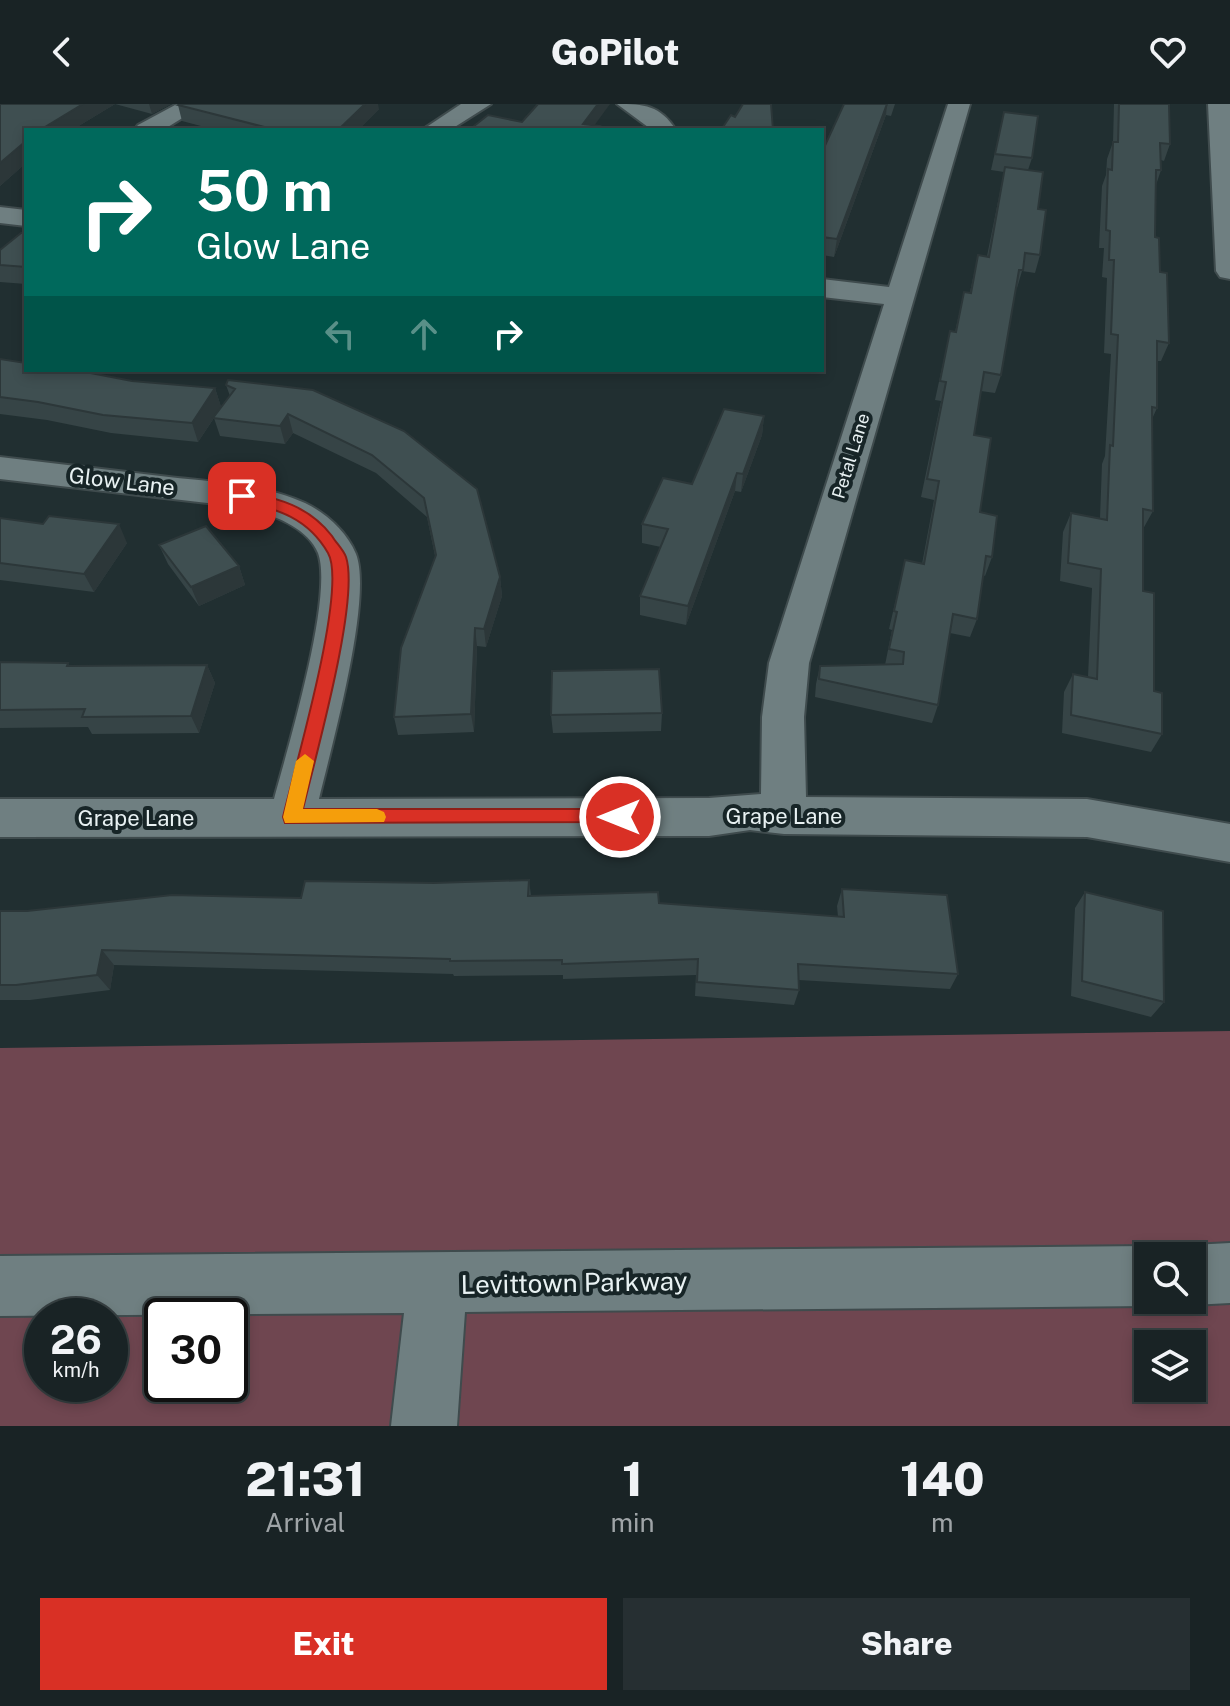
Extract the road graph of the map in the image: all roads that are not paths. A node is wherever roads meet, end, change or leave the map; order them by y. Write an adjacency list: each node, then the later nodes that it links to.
1 (194, 104): 6 (street)
2 (480, 104): 7 (street)
3 (628, 104): 8 (street)
4 (959, 104): 13 (street, Petal Lane)
5 (1223, 114): 11 (street)
6 (150, 128)
7 (437, 128)
8 (662, 128)
9 (0, 215): 10 (street)
10 (24, 218)
11 (1230, 271)
12 (824, 288): 13 (street)
13 (899, 297): 15 (street, Petal Lane)
14 (0, 468): 16 (street, Glow Lane)
15 (784, 815): 16 (street, Grape Lane); 18 (street, Grape Lane)
16 (292, 817): 17 (street, Grape Lane)
17 (0, 818)
18 (1230, 843)
19 (1230, 1273): 20 (street)
20 (1206, 1274)
21 (1134, 1276): 22 (street, Levittown Parkway)
22 (437, 1284): 23 (street, Levittown Parkway); 24 (street)
23 (0, 1286)
24 (424, 1426)

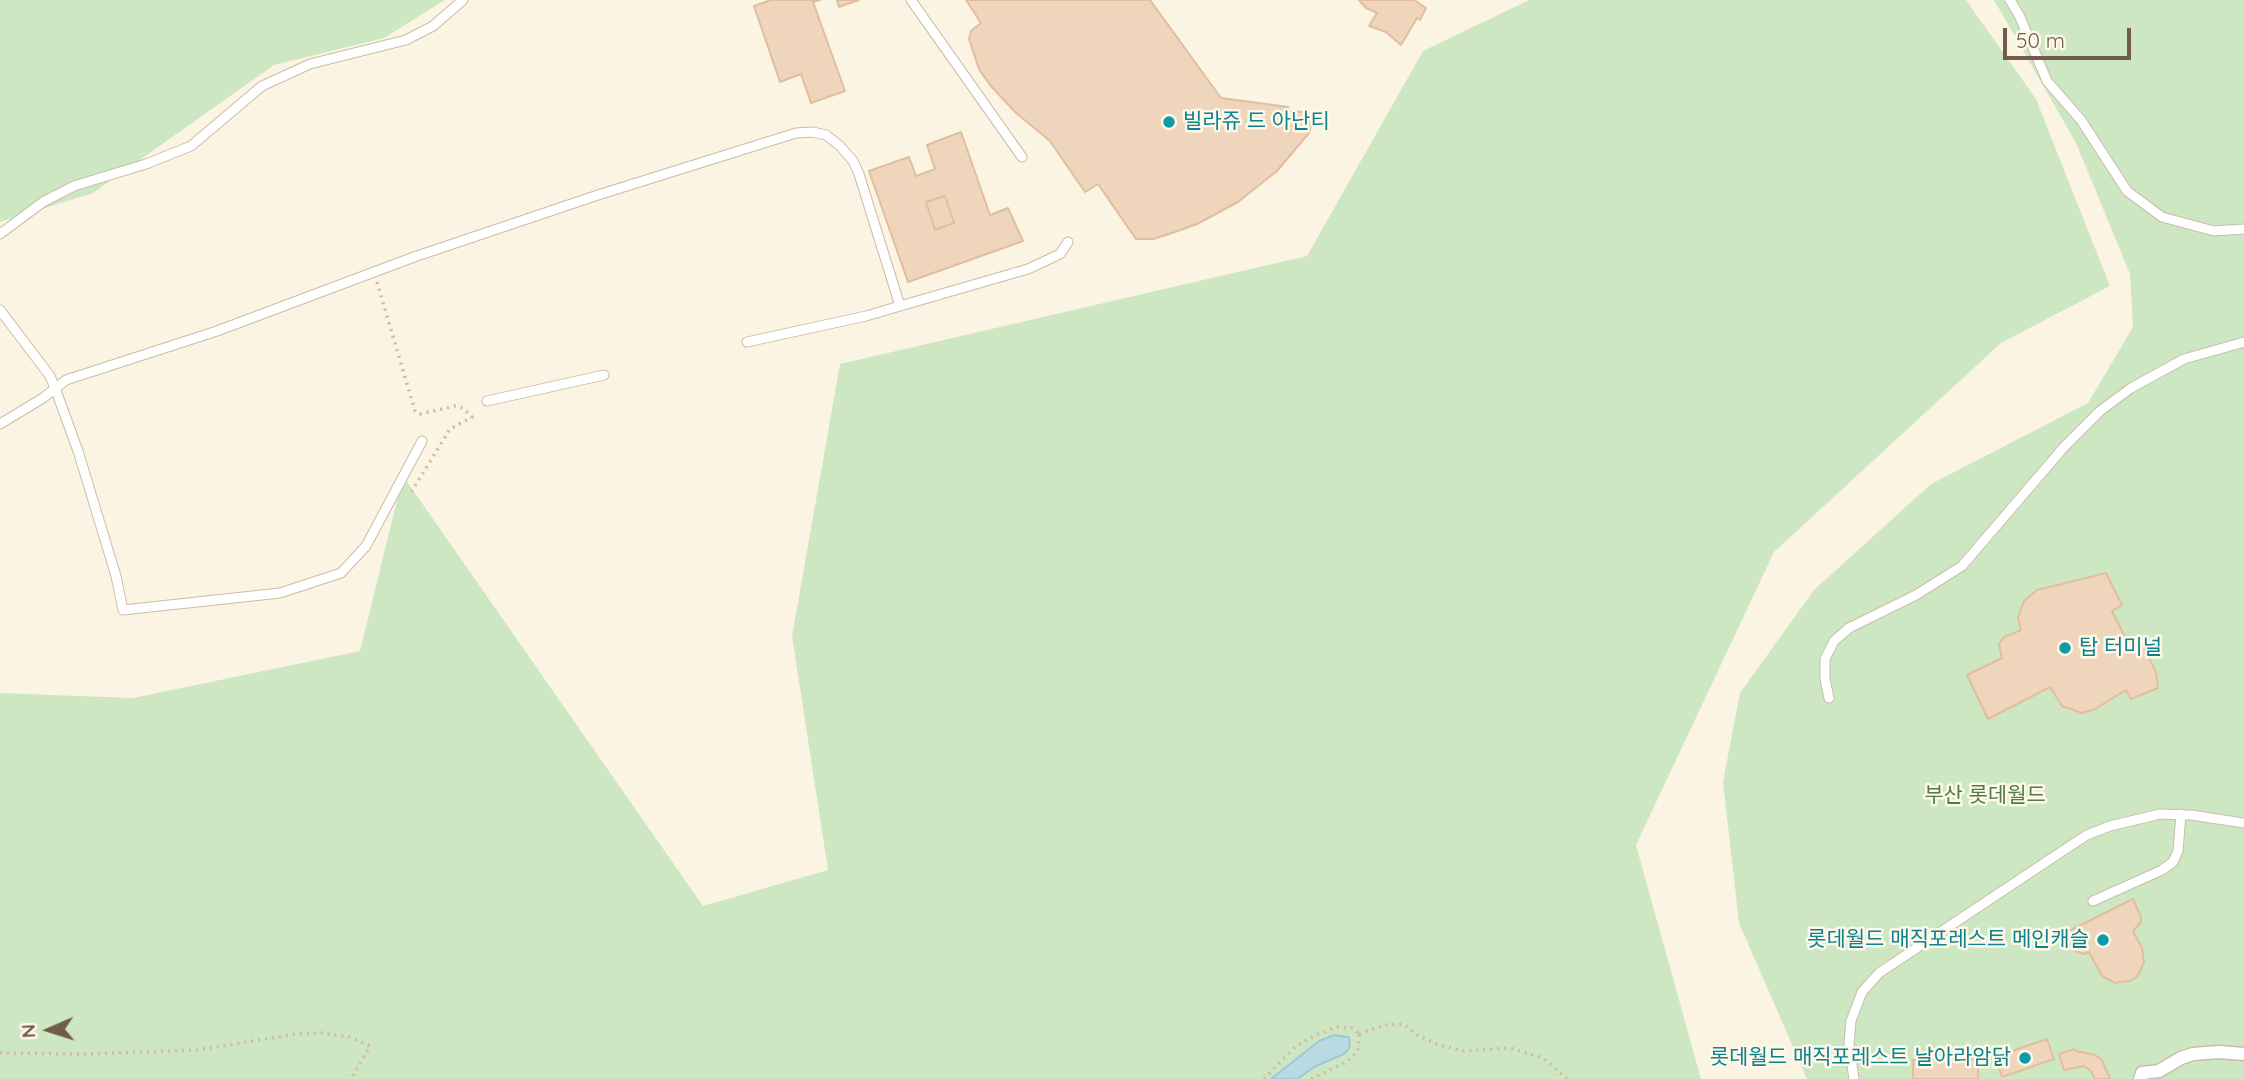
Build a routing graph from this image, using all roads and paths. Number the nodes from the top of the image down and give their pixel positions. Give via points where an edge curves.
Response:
★ ★ ★ ★
The task –
Print only the lines from the one with "Build a routing" to the end of the records, both included.

Task response –
Build a routing graph from this image, using all roads and paths. Number the nodes from the top of the image down and give their pixel positions. Give via points where an edge curves.
Response:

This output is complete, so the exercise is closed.